Hanya saja penyelenggaraan ibadah haji yang hanya bisa dilakukan di Makkah-Madinah itu membutuhkan hukum teknis dan administrasi untuk pengaturannya. Disinilah peran negara yang telah menerapkan syariat Islam, dibutuhkan untuk mengatur dengan baik pelaksanaan ibadah haji warganya. Dan paradigma negara di dalam Islam adalah riayatu syuun al-hujjaj wa al-ummar (mengurus urusan jamaah haji dan umrah). Bukan paradigma bisnis, untung dan rugi.
Islam telah menetapkan prinsip dasar dalam pengaturan termasuk dalam pengaturan haji.

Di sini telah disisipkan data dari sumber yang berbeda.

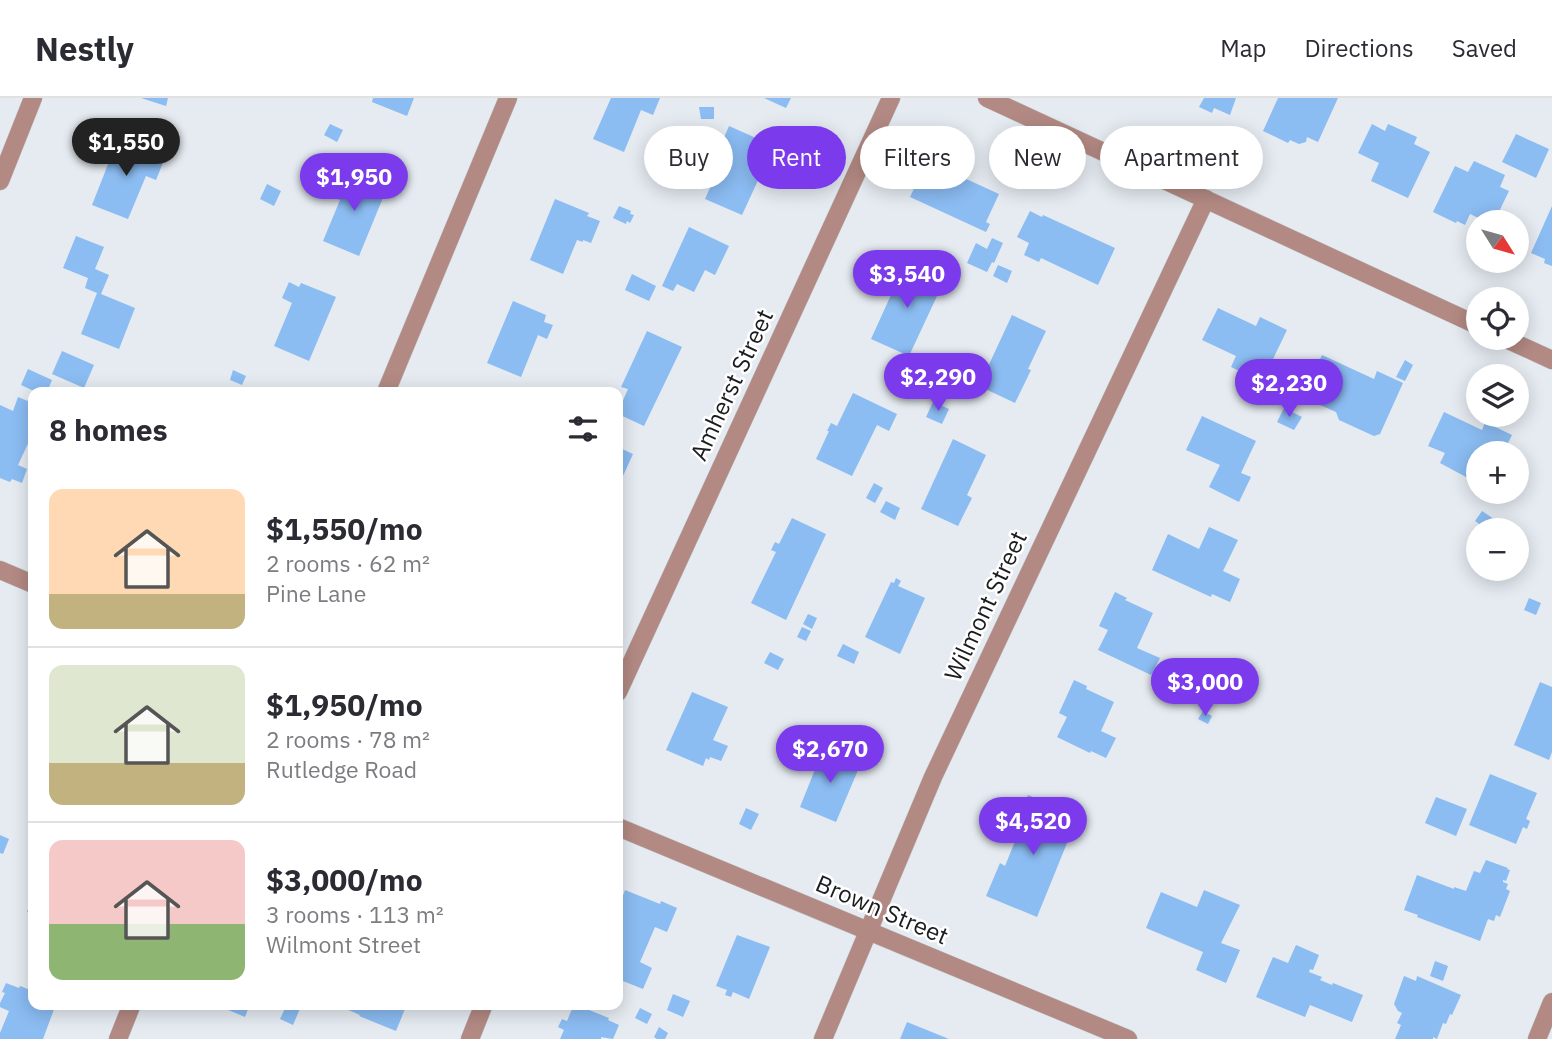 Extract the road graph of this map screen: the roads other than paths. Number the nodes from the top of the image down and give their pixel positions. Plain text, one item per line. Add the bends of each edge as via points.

Yaitu sederhana dalam sistemnya (basathah fi an-nizham), prosesnya cepat (su’ah fi al-injaz) dan ditangani oleh orang yang professional dalam bidangnya. Oleh karena itu, negara Islam, yang merupakan kepemimpinan satu bagi seluruh umat muslim akan membentuk departemen khusus yang mengurus urusan haji dan umrah, dari pusat ke daerah dengan konsep administrasi terdesentralisasi dengan menetapkan berbagai kebijakannya.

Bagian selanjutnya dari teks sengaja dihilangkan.